• Task requirements: Will you transcribe all the entries word for word, skipping the pictures they hold?

Supplied information: Begin

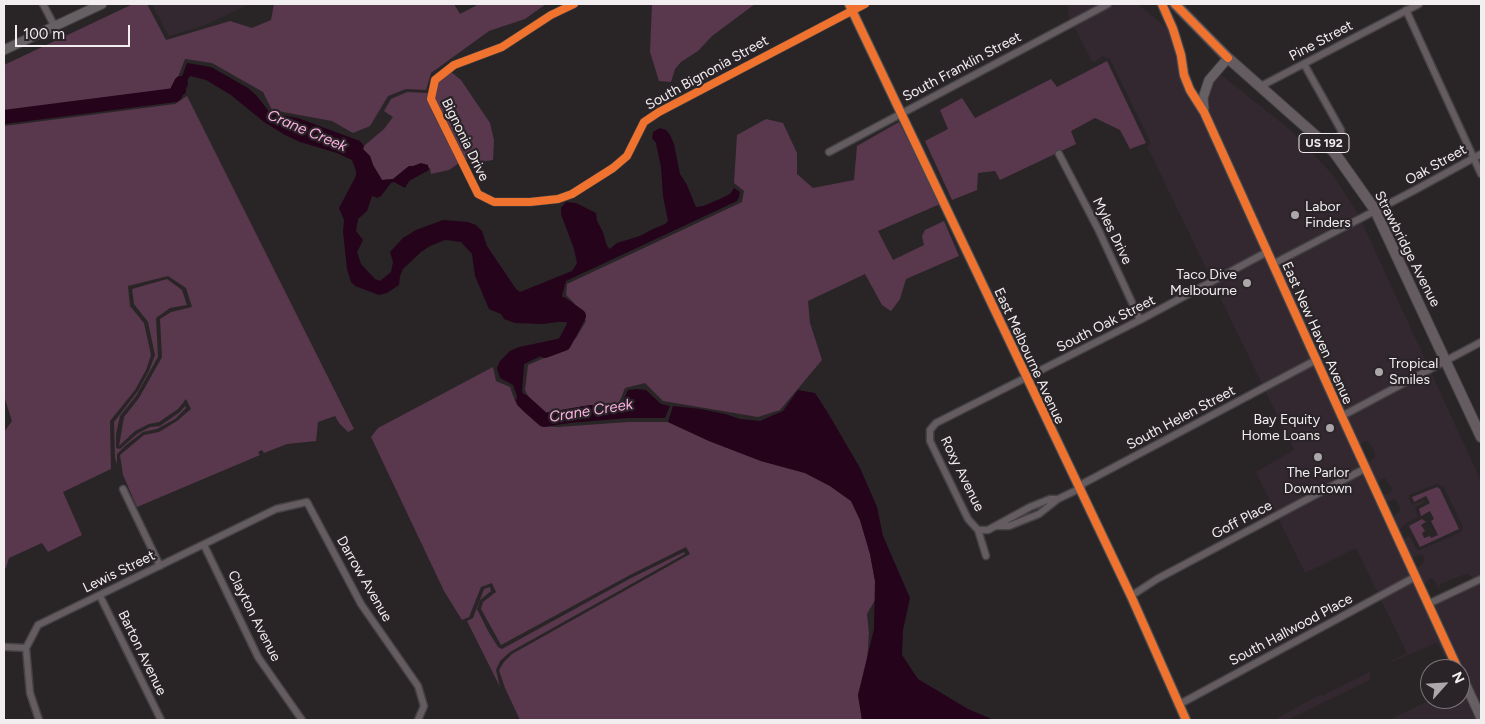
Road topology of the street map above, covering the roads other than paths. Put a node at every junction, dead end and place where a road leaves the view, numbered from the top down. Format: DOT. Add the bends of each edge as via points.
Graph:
graph roads {
  1 [pos="44,4"];
  2 [pos="102,4"];
  3 [pos="574,4"];
  4 [pos="865,4"];
  5 [pos="1108,4"];
  6 [pos="1162,4"];
  7 [pos="1175,4"];
  8 [pos="1419,4"];
  9 [pos="850,7"];
  10 [pos="1406,10"];
  11 [pos="55,27"];
  12 [pos="4,50"];
  13 [pos="1228,58"];
  14 [pos="1304,64"];
  15 [pos="1261,86"];
  16 [pos="1204,112"];
  17 [pos="902,113"];
  18 [pos="829,152"];
  19 [pos="1334,152"];
  20 [pos="1059,154"];
  21 [pos="1481,154"];
  22 [pos="1474,158"];
  23 [pos="1481,174"];
  24 [pos="494,202"];
  25 [pos="1375,210"];
  26 [pos="1267,252"];
  27 [pos="1273,264"];
  28 [pos="1140,320"];
  29 [pos="1481,342"];
  30 [pos="1316,360"];
  31 [pos="1446,360"];
  32 [pos="1026,379"];
  33 [pos="1342,416"];
  34 [pos="930,430"];
  35 [pos="1481,437"];
  36 [pos="1366,468"];
  37 [pos="123,489"];
  38 [pos="1079,489"];
  39 [pos="276,509"];
  40 [pos="978,530"];
  41 [pos="204,545"];
  42 [pos="986,556"];
  43 [pos="160,566"];
  44 [pos="1415,577"];
  45 [pos="1481,579"];
  46 [pos="100,596"];
  47 [pos="1131,596"];
  48 [pos="1428,604"];
  49 [pos="6,647"];
  50 [pos="26,648"];
  51 [pos="1453,659"];
  52 [pos="1470,694"];
  53 [pos="1178,705"];
  54 [pos="1481,718"];
  55 [pos="40,720"];
  56 [pos="161,720"];
  57 [pos="302,720"];
  58 [pos="418,720"];
  59 [pos="1186,720"];
  1 -- 11 [label="street"];
  2 -- 11 [label="street"];
  3 -- 24 [label="street, Bignonia Drive" via="552,14 502,48 454,65 435,80 431,99 478,194"];
  4 -- 9 [label="street, South Bignonia Street"];
  5 -- 17 [label="street, South Franklin Street"];
  6 -- 16 [label="street, East New Haven Avenue" via="1173,29 1184,75"];
  7 -- 13 [label="main road, US 192"];
  8 -- 10 [label="street, Pine Street"];
  9 -- 17 [label="street, East Melbourne Avenue"];
  9 -- 24 [label="street, South Bignonia Street" via="644,122 627,156 572,194 530,202"];
  10 -- 14 [label="street, Pine Street"];
  10 -- 22 [label="street"];
  11 -- 12 [label="street"];
  13 -- 15 [label="main road, Strawbridge Avenue / US 192"];
  13 -- 16 [label="street" via="1209,80 1203,98"];
  14 -- 15 [label="street, Pine Street"];
  14 -- 19 [label="street" via="1341,130 1342,138"];
  15 -- 19 [label="main road, Strawbridge Avenue / US 192"];
  16 -- 26 [label="street, East New Haven Avenue"];
  17 -- 18 [label="street, South Franklin Street"];
  17 -- 32 [label="street, East Melbourne Avenue"];
  19 -- 25 [label="main road, Strawbridge Avenue / US 192"];
  20 -- 28 [label="street, Myles Drive"];
  21 -- 22 [label="street, Oak Street"];
  22 -- 23 [label="street"];
  22 -- 25 [label="street, Oak Street"];
  25 -- 27 [label="street"];
  25 -- 31 [label="main road, Strawbridge Avenue / US 192"];
  26 -- 27 [label="street, East New Haven Avenue"];
  26 -- 28 [label="street, South Oak Street"];
  27 -- 30 [label="street, East New Haven Avenue"];
  28 -- 32 [label="street, South Oak Street"];
  29 -- 31 [label="street"];
  30 -- 33 [label="street, East New Haven Avenue"];
  30 -- 38 [label="street, South Helen Street" via="1084,483"];
  31 -- 33 [label="street"];
  31 -- 35 [label="main road, Strawbridge Avenue / US 192"];
  32 -- 34 [label="street, South Oak Street" via="936,423"];
  32 -- 38 [label="street, East Melbourne Avenue"];
  33 -- 36 [label="street, East New Haven Avenue"];
  34 -- 40 [label="street, Roxy Avenue" via="930,441 968,520"];
  36 -- 44 [label="street, East New Haven Avenue"];
  36 -- 47 [label="street, Goff Place"];
  37 -- 43 [label="street"];
  38 -- 40 [label="street, South Helen Street" via="1030,507 988,530"];
  38 -- 47 [label="street, East Melbourne Avenue"];
  39 -- 41 [label="street, Lewis Street"];
  39 -- 58 [label="street, Darrow Avenue" via="309,500 360,604 418,686 424,706"];
  40 -- 42 [label="street, Roxy Avenue"];
  41 -- 43 [label="street, Lewis Street"];
  41 -- 57 [label="street, Clayton Avenue" via="258,657"];
  43 -- 46 [label="street, Lewis Street"];
  44 -- 48 [label="street, East New Haven Avenue"];
  44 -- 53 [label="street, South Hallwood Place"];
  45 -- 48 [label="street"];
  46 -- 50 [label="street, Lewis Street" via="38,624"];
  46 -- 56 [label="street, Barton Avenue"];
  47 -- 53 [label="street, East Melbourne Avenue"];
  48 -- 51 [label="street, East New Haven Avenue"];
  49 -- 50 [label="street"];
  50 -- 55 [label="street" via="30,693"];
  52 -- 54 [label="street, East New Haven Avenue"];
  53 -- 59 [label="street, East Melbourne Avenue"];
}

Supplied information: End

• Answer for this exercise:
Road topology of the street map above, covering the roads other than paths. Put a node at every junction, dead end and place where a road leaves the view, numbered from the top down. Format: DOT. Add the bends of each edge as via points.
Graph:
graph roads {
  1 [pos="44,4"];
  2 [pos="102,4"];
  3 [pos="574,4"];
  4 [pos="865,4"];
  5 [pos="1108,4"];
  6 [pos="1162,4"];
  7 [pos="1175,4"];
  8 [pos="1419,4"];
  9 [pos="850,7"];
  10 [pos="1406,10"];
  11 [pos="55,27"];
  12 [pos="4,50"];
  13 [pos="1228,58"];
  14 [pos="1304,64"];
  15 [pos="1261,86"];
  16 [pos="1204,112"];
  17 [pos="902,113"];
  18 [pos="829,152"];
  19 [pos="1334,152"];
  20 [pos="1059,154"];
  21 [pos="1481,154"];
  22 [pos="1474,158"];
  23 [pos="1481,174"];
  24 [pos="494,202"];
  25 [pos="1375,210"];
  26 [pos="1267,252"];
  27 [pos="1273,264"];
  28 [pos="1140,320"];
  29 [pos="1481,342"];
  30 [pos="1316,360"];
  31 [pos="1446,360"];
  32 [pos="1026,379"];
  33 [pos="1342,416"];
  34 [pos="930,430"];
  35 [pos="1481,437"];
  36 [pos="1366,468"];
  37 [pos="123,489"];
  38 [pos="1079,489"];
  39 [pos="276,509"];
  40 [pos="978,530"];
  41 [pos="204,545"];
  42 [pos="986,556"];
  43 [pos="160,566"];
  44 [pos="1415,577"];
  45 [pos="1481,579"];
  46 [pos="100,596"];
  47 [pos="1131,596"];
  48 [pos="1428,604"];
  49 [pos="6,647"];
  50 [pos="26,648"];
  51 [pos="1453,659"];
  52 [pos="1470,694"];
  53 [pos="1178,705"];
  54 [pos="1481,718"];
  55 [pos="40,720"];
  56 [pos="161,720"];
  57 [pos="302,720"];
  58 [pos="418,720"];
  59 [pos="1186,720"];
  1 -- 11 [label="street"];
  2 -- 11 [label="street"];
  3 -- 24 [label="street, Bignonia Drive" via="552,14 502,48 454,65 435,80 431,99 478,194"];
  4 -- 9 [label="street, South Bignonia Street"];
  5 -- 17 [label="street, South Franklin Street"];
  6 -- 16 [label="street, East New Haven Avenue" via="1173,29 1184,75"];
  7 -- 13 [label="main road, US 192"];
  8 -- 10 [label="street, Pine Street"];
  9 -- 17 [label="street, East Melbourne Avenue"];
  9 -- 24 [label="street, South Bignonia Street" via="644,122 627,156 572,194 530,202"];
  10 -- 14 [label="street, Pine Street"];
  10 -- 22 [label="street"];
  11 -- 12 [label="street"];
  13 -- 15 [label="main road, Strawbridge Avenue / US 192"];
  13 -- 16 [label="street" via="1209,80 1203,98"];
  14 -- 15 [label="street, Pine Street"];
  14 -- 19 [label="street" via="1341,130 1342,138"];
  15 -- 19 [label="main road, Strawbridge Avenue / US 192"];
  16 -- 26 [label="street, East New Haven Avenue"];
  17 -- 18 [label="street, South Franklin Street"];
  17 -- 32 [label="street, East Melbourne Avenue"];
  19 -- 25 [label="main road, Strawbridge Avenue / US 192"];
  20 -- 28 [label="street, Myles Drive"];
  21 -- 22 [label="street, Oak Street"];
  22 -- 23 [label="street"];
  22 -- 25 [label="street, Oak Street"];
  25 -- 27 [label="street"];
  25 -- 31 [label="main road, Strawbridge Avenue / US 192"];
  26 -- 27 [label="street, East New Haven Avenue"];
  26 -- 28 [label="street, South Oak Street"];
  27 -- 30 [label="street, East New Haven Avenue"];
  28 -- 32 [label="street, South Oak Street"];
  29 -- 31 [label="street"];
  30 -- 33 [label="street, East New Haven Avenue"];
  30 -- 38 [label="street, South Helen Street" via="1084,483"];
  31 -- 33 [label="street"];
  31 -- 35 [label="main road, Strawbridge Avenue / US 192"];
  32 -- 34 [label="street, South Oak Street" via="936,423"];
  32 -- 38 [label="street, East Melbourne Avenue"];
  33 -- 36 [label="street, East New Haven Avenue"];
  34 -- 40 [label="street, Roxy Avenue" via="930,441 968,520"];
  36 -- 44 [label="street, East New Haven Avenue"];
  36 -- 47 [label="street, Goff Place"];
  37 -- 43 [label="street"];
  38 -- 40 [label="street, South Helen Street" via="1030,507 988,530"];
  38 -- 47 [label="street, East Melbourne Avenue"];
  39 -- 41 [label="street, Lewis Street"];
  39 -- 58 [label="street, Darrow Avenue" via="309,500 360,604 418,686 424,706"];
  40 -- 42 [label="street, Roxy Avenue"];
  41 -- 43 [label="street, Lewis Street"];
  41 -- 57 [label="street, Clayton Avenue" via="258,657"];
  43 -- 46 [label="street, Lewis Street"];
  44 -- 48 [label="street, East New Haven Avenue"];
  44 -- 53 [label="street, South Hallwood Place"];
  45 -- 48 [label="street"];
  46 -- 50 [label="street, Lewis Street" via="38,624"];
  46 -- 56 [label="street, Barton Avenue"];
  47 -- 53 [label="street, East Melbourne Avenue"];
  48 -- 51 [label="street, East New Haven Avenue"];
  49 -- 50 [label="street"];
  50 -- 55 [label="street" via="30,693"];
  52 -- 54 [label="street, East New Haven Avenue"];
  53 -- 59 [label="street, East Melbourne Avenue"];
}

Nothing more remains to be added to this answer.